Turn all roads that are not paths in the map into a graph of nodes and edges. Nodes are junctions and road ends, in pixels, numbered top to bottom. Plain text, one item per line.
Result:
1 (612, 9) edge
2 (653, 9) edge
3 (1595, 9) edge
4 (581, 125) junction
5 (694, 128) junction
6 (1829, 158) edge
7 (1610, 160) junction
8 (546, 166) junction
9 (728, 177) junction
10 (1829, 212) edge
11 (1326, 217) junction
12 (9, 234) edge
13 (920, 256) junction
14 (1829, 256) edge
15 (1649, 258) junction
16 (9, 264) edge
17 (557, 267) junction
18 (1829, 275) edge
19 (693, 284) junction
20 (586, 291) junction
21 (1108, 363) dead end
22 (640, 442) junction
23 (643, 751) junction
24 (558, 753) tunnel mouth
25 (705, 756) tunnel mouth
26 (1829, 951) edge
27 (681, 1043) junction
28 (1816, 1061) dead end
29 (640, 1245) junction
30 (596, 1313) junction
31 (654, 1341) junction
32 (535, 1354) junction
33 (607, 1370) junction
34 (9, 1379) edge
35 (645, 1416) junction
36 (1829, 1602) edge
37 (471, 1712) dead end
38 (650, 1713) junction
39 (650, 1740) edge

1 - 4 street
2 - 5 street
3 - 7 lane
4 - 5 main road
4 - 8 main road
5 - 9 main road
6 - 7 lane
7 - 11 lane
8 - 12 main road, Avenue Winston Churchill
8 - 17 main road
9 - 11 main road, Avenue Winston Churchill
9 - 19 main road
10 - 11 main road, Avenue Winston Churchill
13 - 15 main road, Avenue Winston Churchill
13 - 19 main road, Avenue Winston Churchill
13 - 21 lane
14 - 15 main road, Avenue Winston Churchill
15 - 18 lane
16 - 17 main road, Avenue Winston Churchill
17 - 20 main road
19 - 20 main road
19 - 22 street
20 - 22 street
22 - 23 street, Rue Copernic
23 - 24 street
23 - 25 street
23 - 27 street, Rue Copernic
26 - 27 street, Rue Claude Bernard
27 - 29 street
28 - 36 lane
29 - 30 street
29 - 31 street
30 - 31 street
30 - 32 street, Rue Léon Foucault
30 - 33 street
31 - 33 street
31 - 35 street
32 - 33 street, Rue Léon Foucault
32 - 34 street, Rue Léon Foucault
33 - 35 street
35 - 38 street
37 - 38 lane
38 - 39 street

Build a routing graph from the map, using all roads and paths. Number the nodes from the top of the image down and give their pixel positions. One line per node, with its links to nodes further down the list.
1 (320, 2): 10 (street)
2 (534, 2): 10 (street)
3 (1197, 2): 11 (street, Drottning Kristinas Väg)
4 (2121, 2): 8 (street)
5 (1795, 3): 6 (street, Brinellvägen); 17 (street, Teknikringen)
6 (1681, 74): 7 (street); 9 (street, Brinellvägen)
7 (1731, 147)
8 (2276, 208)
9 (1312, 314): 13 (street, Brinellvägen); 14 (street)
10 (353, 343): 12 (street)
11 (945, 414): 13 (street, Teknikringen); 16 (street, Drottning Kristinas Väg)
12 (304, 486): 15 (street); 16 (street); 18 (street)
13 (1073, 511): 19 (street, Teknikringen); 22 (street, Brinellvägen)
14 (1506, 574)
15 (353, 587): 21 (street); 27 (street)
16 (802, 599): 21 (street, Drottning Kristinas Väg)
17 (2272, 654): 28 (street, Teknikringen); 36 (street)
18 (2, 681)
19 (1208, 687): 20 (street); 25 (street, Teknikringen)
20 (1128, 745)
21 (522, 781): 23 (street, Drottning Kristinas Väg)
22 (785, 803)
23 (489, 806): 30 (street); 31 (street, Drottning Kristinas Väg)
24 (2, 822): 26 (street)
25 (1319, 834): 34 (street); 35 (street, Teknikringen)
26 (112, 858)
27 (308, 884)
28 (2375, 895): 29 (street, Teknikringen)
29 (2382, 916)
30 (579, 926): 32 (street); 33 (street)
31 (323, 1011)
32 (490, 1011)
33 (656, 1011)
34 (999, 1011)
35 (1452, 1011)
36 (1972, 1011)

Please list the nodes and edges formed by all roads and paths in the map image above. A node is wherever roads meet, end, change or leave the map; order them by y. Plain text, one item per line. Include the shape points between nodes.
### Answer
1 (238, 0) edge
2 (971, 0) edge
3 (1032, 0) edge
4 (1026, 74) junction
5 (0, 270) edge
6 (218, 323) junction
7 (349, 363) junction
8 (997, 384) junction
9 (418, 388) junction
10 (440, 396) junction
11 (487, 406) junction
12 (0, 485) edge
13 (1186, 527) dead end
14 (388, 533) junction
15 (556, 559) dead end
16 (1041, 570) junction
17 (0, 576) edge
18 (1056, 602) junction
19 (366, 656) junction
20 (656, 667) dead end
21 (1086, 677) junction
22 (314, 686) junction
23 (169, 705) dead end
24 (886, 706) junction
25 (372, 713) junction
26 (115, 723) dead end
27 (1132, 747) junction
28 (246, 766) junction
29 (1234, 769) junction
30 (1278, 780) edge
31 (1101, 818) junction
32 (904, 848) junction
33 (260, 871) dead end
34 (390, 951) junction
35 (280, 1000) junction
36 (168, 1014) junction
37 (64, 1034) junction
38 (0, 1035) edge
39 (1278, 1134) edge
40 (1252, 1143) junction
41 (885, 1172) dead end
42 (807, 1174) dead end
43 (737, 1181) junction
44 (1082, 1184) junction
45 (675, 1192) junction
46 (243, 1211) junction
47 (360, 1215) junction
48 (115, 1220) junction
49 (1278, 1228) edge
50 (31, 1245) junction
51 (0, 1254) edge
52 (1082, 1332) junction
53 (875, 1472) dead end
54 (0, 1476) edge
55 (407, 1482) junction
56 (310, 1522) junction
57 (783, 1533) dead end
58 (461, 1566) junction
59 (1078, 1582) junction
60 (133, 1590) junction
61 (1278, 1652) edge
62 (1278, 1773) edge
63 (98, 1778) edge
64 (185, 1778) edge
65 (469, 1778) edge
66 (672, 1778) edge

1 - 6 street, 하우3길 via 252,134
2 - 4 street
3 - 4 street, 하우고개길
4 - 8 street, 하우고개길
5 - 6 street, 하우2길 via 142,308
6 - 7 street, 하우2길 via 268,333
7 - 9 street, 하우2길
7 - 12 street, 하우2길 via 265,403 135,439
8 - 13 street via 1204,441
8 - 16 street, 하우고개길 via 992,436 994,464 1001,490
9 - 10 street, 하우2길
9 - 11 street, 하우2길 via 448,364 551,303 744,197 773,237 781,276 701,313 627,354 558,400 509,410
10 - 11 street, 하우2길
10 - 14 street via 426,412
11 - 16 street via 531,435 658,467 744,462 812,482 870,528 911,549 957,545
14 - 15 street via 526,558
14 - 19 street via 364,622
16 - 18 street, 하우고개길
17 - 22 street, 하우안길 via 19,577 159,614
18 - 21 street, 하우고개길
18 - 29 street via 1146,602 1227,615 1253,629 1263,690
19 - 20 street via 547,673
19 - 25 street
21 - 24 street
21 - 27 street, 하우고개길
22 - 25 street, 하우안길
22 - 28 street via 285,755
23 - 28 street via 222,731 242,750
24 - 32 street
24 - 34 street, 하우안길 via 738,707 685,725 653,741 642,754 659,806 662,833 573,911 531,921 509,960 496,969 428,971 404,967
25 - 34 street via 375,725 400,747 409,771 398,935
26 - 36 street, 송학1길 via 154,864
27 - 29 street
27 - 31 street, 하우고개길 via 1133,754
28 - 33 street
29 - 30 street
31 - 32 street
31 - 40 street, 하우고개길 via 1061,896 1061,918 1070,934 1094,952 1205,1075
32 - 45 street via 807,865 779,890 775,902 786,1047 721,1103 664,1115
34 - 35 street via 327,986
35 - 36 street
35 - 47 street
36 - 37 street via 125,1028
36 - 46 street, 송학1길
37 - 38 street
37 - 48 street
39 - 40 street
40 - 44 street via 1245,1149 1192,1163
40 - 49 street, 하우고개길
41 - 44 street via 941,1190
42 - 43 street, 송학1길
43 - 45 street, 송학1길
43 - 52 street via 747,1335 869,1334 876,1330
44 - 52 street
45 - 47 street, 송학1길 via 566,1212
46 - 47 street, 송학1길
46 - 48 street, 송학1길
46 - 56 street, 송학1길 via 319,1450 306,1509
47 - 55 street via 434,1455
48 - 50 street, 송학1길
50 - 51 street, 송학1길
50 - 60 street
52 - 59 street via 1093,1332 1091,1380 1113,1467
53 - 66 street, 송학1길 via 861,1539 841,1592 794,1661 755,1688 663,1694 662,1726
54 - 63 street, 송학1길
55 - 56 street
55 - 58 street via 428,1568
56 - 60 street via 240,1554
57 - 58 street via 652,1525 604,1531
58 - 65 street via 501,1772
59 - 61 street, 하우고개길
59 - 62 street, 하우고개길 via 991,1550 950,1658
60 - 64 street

------------------------

- _REQUIRED WORK_
Give the number of lines in the entries above that contain the word "tunnel", with no accompanying text.

- _EXERCISE SOLUTION_
2